Task input:
-*-*-
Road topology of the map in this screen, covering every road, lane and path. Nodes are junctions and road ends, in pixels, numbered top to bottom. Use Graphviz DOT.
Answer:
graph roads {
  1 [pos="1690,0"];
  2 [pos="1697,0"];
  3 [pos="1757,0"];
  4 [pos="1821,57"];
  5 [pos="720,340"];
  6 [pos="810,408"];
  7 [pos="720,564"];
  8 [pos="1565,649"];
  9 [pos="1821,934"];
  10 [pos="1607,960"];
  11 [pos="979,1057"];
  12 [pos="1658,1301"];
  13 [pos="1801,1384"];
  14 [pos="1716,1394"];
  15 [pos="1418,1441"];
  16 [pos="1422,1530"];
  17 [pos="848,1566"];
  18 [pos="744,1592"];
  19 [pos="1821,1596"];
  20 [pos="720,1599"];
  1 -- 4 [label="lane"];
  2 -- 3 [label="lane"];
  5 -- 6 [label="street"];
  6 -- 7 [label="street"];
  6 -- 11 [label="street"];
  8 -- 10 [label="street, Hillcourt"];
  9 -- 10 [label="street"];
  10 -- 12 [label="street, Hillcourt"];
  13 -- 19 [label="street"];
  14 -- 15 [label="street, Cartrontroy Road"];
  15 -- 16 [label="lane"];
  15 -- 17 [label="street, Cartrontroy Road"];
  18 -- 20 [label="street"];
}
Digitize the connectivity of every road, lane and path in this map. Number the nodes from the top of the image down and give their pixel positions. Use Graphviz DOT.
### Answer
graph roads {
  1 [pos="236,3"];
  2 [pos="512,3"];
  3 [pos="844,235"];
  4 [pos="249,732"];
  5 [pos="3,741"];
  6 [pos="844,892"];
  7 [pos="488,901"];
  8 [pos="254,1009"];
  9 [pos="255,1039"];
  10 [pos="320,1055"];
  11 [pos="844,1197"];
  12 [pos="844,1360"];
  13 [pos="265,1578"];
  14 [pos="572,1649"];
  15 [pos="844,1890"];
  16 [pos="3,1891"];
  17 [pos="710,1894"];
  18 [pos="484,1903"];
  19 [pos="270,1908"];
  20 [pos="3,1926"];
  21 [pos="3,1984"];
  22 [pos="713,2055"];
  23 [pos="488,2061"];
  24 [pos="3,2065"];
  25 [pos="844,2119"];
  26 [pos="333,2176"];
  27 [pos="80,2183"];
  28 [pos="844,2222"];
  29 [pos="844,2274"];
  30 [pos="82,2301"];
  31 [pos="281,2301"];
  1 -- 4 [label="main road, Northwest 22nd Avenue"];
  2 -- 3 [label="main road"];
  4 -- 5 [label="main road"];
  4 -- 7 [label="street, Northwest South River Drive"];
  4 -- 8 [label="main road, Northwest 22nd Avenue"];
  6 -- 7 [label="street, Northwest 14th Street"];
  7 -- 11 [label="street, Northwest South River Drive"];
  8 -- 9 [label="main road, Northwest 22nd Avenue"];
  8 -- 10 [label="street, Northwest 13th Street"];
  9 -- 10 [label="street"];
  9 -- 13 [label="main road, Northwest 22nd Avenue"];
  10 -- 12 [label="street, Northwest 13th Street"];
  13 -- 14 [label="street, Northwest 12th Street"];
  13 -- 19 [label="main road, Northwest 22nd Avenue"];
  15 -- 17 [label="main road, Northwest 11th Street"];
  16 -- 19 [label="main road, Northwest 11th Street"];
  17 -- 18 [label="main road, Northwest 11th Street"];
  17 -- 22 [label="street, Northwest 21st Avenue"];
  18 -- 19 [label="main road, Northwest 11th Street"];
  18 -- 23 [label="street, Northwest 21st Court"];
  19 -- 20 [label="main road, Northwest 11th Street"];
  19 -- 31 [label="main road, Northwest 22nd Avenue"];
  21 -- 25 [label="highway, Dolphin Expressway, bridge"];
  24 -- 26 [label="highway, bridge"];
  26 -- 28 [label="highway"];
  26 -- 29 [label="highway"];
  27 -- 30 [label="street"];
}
-*-*-
Problem requirements: Would you retype the full listing without altering a single word?

Finished exercise:
Road topology of the map in this screen, covering every road, lane and path. Nodes are junctions and road ends, in pixels, numbered top to bottom. Use Graphviz DOT.
Answer:
graph roads {
  1 [pos="1690,0"];
  2 [pos="1697,0"];
  3 [pos="1757,0"];
  4 [pos="1821,57"];
  5 [pos="720,340"];
  6 [pos="810,408"];
  7 [pos="720,564"];
  8 [pos="1565,649"];
  9 [pos="1821,934"];
  10 [pos="1607,960"];
  11 [pos="979,1057"];
  12 [pos="1658,1301"];
  13 [pos="1801,1384"];
  14 [pos="1716,1394"];
  15 [pos="1418,1441"];
  16 [pos="1422,1530"];
  17 [pos="848,1566"];
  18 [pos="744,1592"];
  19 [pos="1821,1596"];
  20 [pos="720,1599"];
  1 -- 4 [label="lane"];
  2 -- 3 [label="lane"];
  5 -- 6 [label="street"];
  6 -- 7 [label="street"];
  6 -- 11 [label="street"];
  8 -- 10 [label="street, Hillcourt"];
  9 -- 10 [label="street"];
  10 -- 12 [label="street, Hillcourt"];
  13 -- 19 [label="street"];
  14 -- 15 [label="street, Cartrontroy Road"];
  15 -- 16 [label="lane"];
  15 -- 17 [label="street, Cartrontroy Road"];
  18 -- 20 [label="street"];
}
Digitize the connectivity of every road, lane and path in this map. Number the nodes from the top of the image down and give their pixel positions. Use Graphviz DOT.
### Answer
graph roads {
  1 [pos="236,3"];
  2 [pos="512,3"];
  3 [pos="844,235"];
  4 [pos="249,732"];
  5 [pos="3,741"];
  6 [pos="844,892"];
  7 [pos="488,901"];
  8 [pos="254,1009"];
  9 [pos="255,1039"];
  10 [pos="320,1055"];
  11 [pos="844,1197"];
  12 [pos="844,1360"];
  13 [pos="265,1578"];
  14 [pos="572,1649"];
  15 [pos="844,1890"];
  16 [pos="3,1891"];
  17 [pos="710,1894"];
  18 [pos="484,1903"];
  19 [pos="270,1908"];
  20 [pos="3,1926"];
  21 [pos="3,1984"];
  22 [pos="713,2055"];
  23 [pos="488,2061"];
  24 [pos="3,2065"];
  25 [pos="844,2119"];
  26 [pos="333,2176"];
  27 [pos="80,2183"];
  28 [pos="844,2222"];
  29 [pos="844,2274"];
  30 [pos="82,2301"];
  31 [pos="281,2301"];
  1 -- 4 [label="main road, Northwest 22nd Avenue"];
  2 -- 3 [label="main road"];
  4 -- 5 [label="main road"];
  4 -- 7 [label="street, Northwest South River Drive"];
  4 -- 8 [label="main road, Northwest 22nd Avenue"];
  6 -- 7 [label="street, Northwest 14th Street"];
  7 -- 11 [label="street, Northwest South River Drive"];
  8 -- 9 [label="main road, Northwest 22nd Avenue"];
  8 -- 10 [label="street, Northwest 13th Street"];
  9 -- 10 [label="street"];
  9 -- 13 [label="main road, Northwest 22nd Avenue"];
  10 -- 12 [label="street, Northwest 13th Street"];
  13 -- 14 [label="street, Northwest 12th Street"];
  13 -- 19 [label="main road, Northwest 22nd Avenue"];
  15 -- 17 [label="main road, Northwest 11th Street"];
  16 -- 19 [label="main road, Northwest 11th Street"];
  17 -- 18 [label="main road, Northwest 11th Street"];
  17 -- 22 [label="street, Northwest 21st Avenue"];
  18 -- 19 [label="main road, Northwest 11th Street"];
  18 -- 23 [label="street, Northwest 21st Court"];
  19 -- 20 [label="main road, Northwest 11th Street"];
  19 -- 31 [label="main road, Northwest 22nd Avenue"];
  21 -- 25 [label="highway, Dolphin Expressway, bridge"];
  24 -- 26 [label="highway, bridge"];
  26 -- 28 [label="highway"];
  26 -- 29 [label="highway"];
  27 -- 30 [label="street"];
}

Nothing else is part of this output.